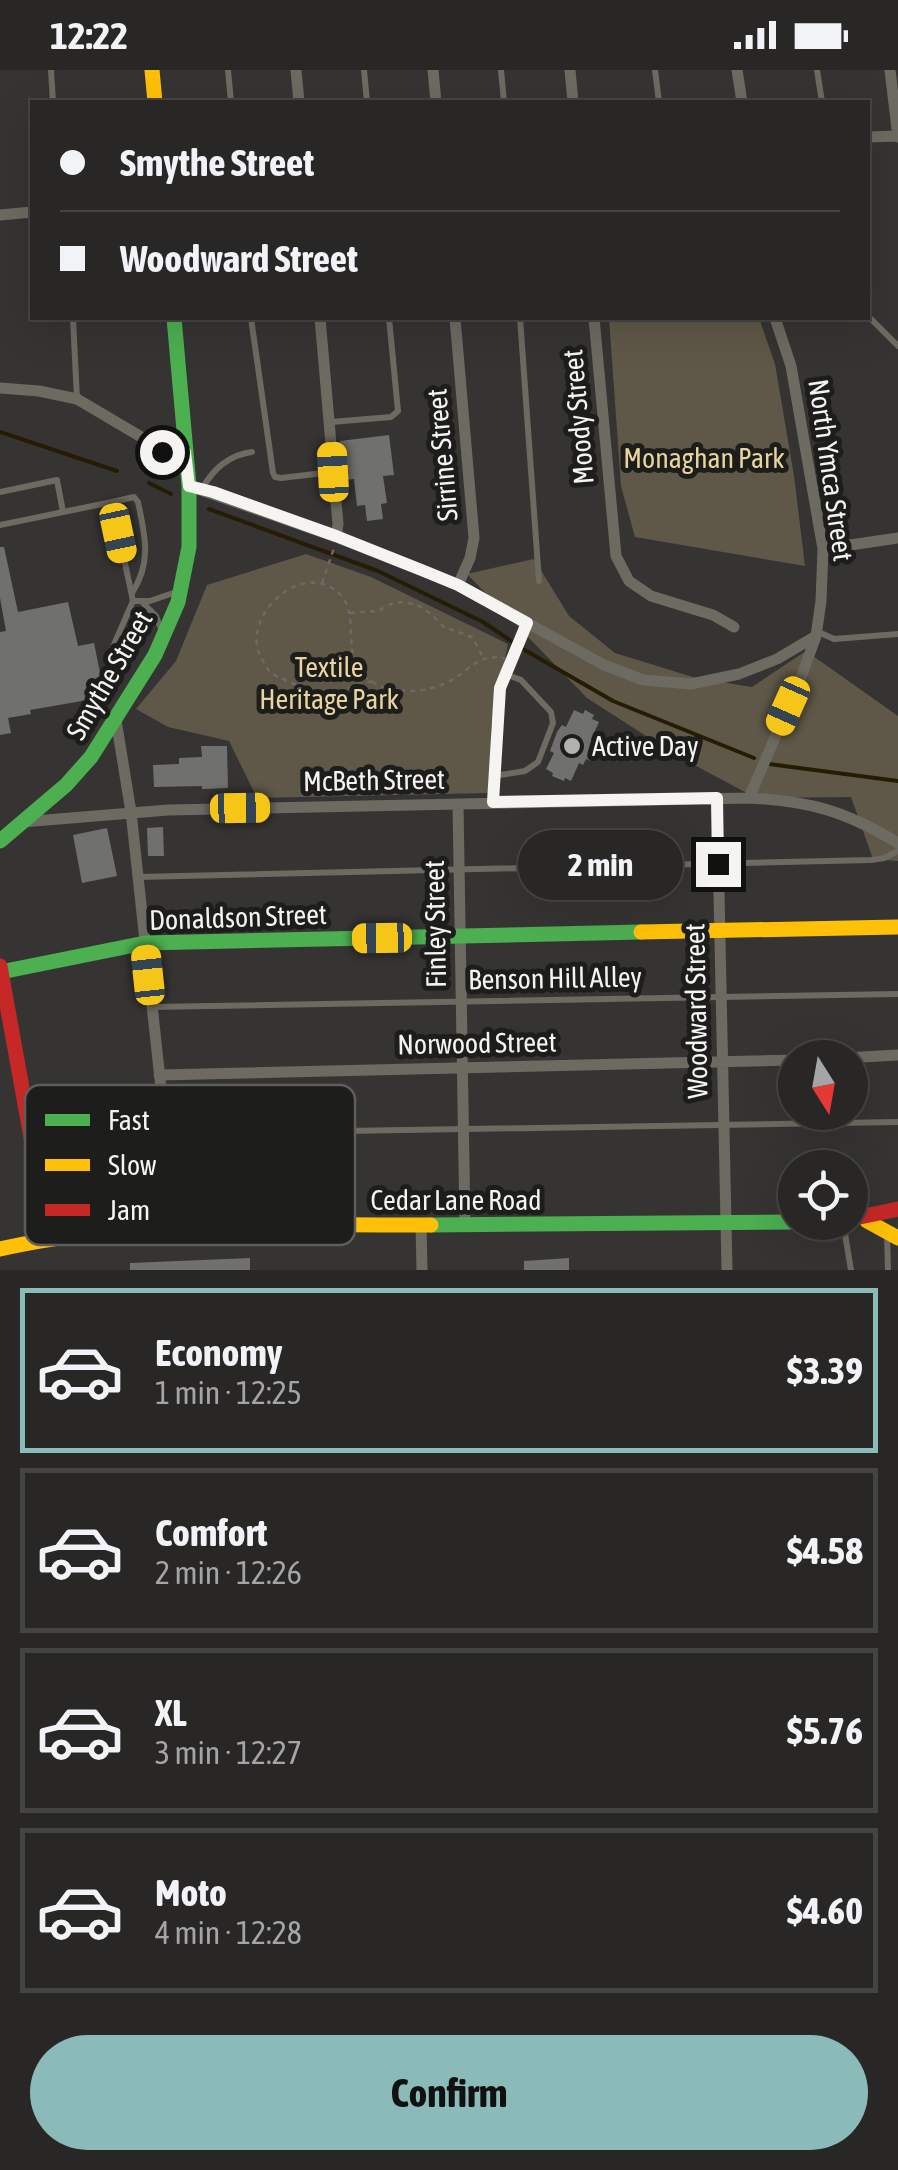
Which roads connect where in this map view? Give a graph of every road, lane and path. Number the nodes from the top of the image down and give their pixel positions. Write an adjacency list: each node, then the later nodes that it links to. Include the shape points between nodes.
1 (50, 70): 13 (lane)
2 (152, 70): 14 (street)
3 (228, 70): 15 (lane)
4 (296, 70): 16 (street)
5 (364, 70): 17 (lane)
6 (434, 70): 18 (street)
7 (502, 70): 19 (lane)
8 (570, 70): 20 (street)
9 (655, 70): 21 (lane)
10 (737, 70): 22 (street)
11 (817, 70): 23 (lane)
12 (890, 70): 24 (street)
13 (53, 100)
14 (155, 100)
15 (231, 100)
16 (299, 100)
17 (367, 100)
18 (436, 100)
19 (504, 100)
20 (573, 100)
21 (658, 100)
22 (742, 100)
23 (822, 100)
24 (898, 136): 25 (street)
25 (870, 137)
26 (30, 212): 27 (street)
27 (0, 215)
28 (870, 318): 38 (lane)
29 (73, 320): 40 (lane)
30 (174, 320): 42 (street, Smythe Street)
31 (251, 320): 44 (lane, via 272,473 281,478)
32 (320, 320): 41 (street)
33 (389, 320): 41 (lane, via 398,411)
34 (456, 320): 56 (street, Sirrine Street, via 474,538)
35 (520, 320): 54 (lane)
36 (594, 320): 62 (street, Moody Street, via 616,556 630,581 651,596)
37 (776, 320): 52 (street, North Ymca Street, via 791,366)
38 (898, 346)
39 (0, 388): 40 (street)
40 (77, 400): 42 (street, via 162,452)
41 (330, 422): 44 (street)
42 (185, 452): 45 (street, Smythe Street)
43 (252, 452): 45 (lane, via 219,466)
44 (333, 472): 50 (street)
45 (195, 488): 50 (street); 57 (street, Smythe Street)
46 (0, 492): 48 (lane, via 56,480)
47 (112, 502): 48 (lane); 58 (lane); 58 (lane, via 138,502 146,545 143,576)
48 (63, 512): 49 (lane)
49 (0, 525)
50 (336, 536): 56 (street)
51 (898, 538): 52 (street)
52 (823, 549): 63 (street, North Ymca Street)
53 (334, 550): 55 (path)
54 (539, 581)
55 (324, 585): 60 (path, via 347,602); 70 (path, via 309,581 276,600 258,630 262,658 270,673 316,694)
56 (458, 585): 61 (street)
57 (182, 589): 59 (lane); 65 (street, Smythe Street)
58 (132, 597): 59 (lane); 66 (lane)
59 (142, 602): 65 (lane)
60 (349, 613): 68 (path, via 393,603 418,606 444,627 472,637); 70 (path, via 352,656 358,673)
61 (527, 623): 63 (street, via 633,678 674,684 751,670); 67 (lane)
62 (734, 626)
63 (816, 633): 64 (lane); 74 (street, North Ymca Street)
64 (898, 634)
65 (164, 637): 71 (street, Smythe Street)
66 (108, 656)
67 (512, 656): 68 (path); 69 (lane)
68 (486, 658): 70 (path, via 452,680 412,691)
69 (505, 674): 72 (lane); 72 (lane, via 522,680 551,712 552,723 538,762)
70 (372, 681)
71 (116, 720): 77 (street); 78 (street, Smythe Street, via 82,768)
72 (494, 776): 75 (lane)
73 (717, 798): 74 (street, McBeth Street); 75 (street, McBeth Street); 82 (street, Woodward Street)
74 (749, 798): 80 (street, McBeth Street, via 829,809)
75 (493, 802): 76 (street, McBeth Street)
76 (458, 804): 77 (street, McBeth Street); 83 (street, Finley Street)
77 (131, 812): 78 (street, McBeth Street); 84 (street)
78 (22, 822): 79 (street, Smythe Street)
79 (0, 841)
80 (898, 844)
81 (898, 852): 82 (lane, via 871,860)
82 (718, 864): 83 (lane); 86 (street, Woodward Street)
83 (459, 870): 84 (lane); 87 (street, Finley Street)
84 (138, 877): 88 (street)
85 (898, 927): 86 (street, Donaldson Street)
86 (720, 931): 87 (street, Donaldson Street); 91 (street, Woodward Street)
87 (460, 937): 88 (street, Donaldson Street); 92 (street, Finley Street)
88 (145, 943): 89 (street, Donaldson Street); 93 (street)
89 (1, 968): 101 (street)
90 (898, 994): 91 (lane, Benson Hill Alley)
91 (721, 998): 92 (lane, Benson Hill Alley); 97 (street, Woodward Street)
92 (461, 1002): 93 (lane, Benson Hill Alley); 98 (street, Finley Street)
93 (152, 1006): 99 (street)
94 (898, 1055): 95 (street)
95 (868, 1057)
96 (778, 1060): 97 (street, Norwood Street)
97 (722, 1062): 98 (street, Norwood Street); 103 (street, Woodward Street)
98 (462, 1068): 99 (street, Norwood Street); 104 (street, Finley Street)
99 (159, 1074): 100 (street)
100 (160, 1085)
101 (25, 1102)
102 (898, 1122): 103 (lane)
103 (724, 1125): 104 (lane); 108 (street, Woodward Street)
104 (464, 1129): 105 (lane); 110 (street, Finley Street)
105 (355, 1131)
106 (898, 1209): 107 (street)
107 (868, 1217)
108 (726, 1222): 109 (street, Cedar Lane Road); 110 (street, Cedar Lane Road); 119 (street, Woodward Street)
109 (778, 1222)
110 (465, 1224): 111 (street, Cedar Lane Road)
111 (421, 1225): 113 (street, Cedar Lane Road); 118 (street)
112 (868, 1225): 114 (street)
113 (355, 1226)
114 (894, 1231): 121 (lane)
115 (852, 1240): 120 (lane)
116 (25, 1243): 117 (street, Cedar Lane Road)
117 (0, 1249)
118 (422, 1270)
119 (726, 1270)
120 (851, 1270)
121 (888, 1270)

++++++++++

[Your goal]
When a line in the data contains the string "Benson", copy that line.

[Solution]
90 (898, 994): 91 (lane, Benson Hill Alley)
91 (721, 998): 92 (lane, Benson Hill Alley); 97 (street, Woodward Street)
92 (461, 1002): 93 (lane, Benson Hill Alley); 98 (street, Finley Street)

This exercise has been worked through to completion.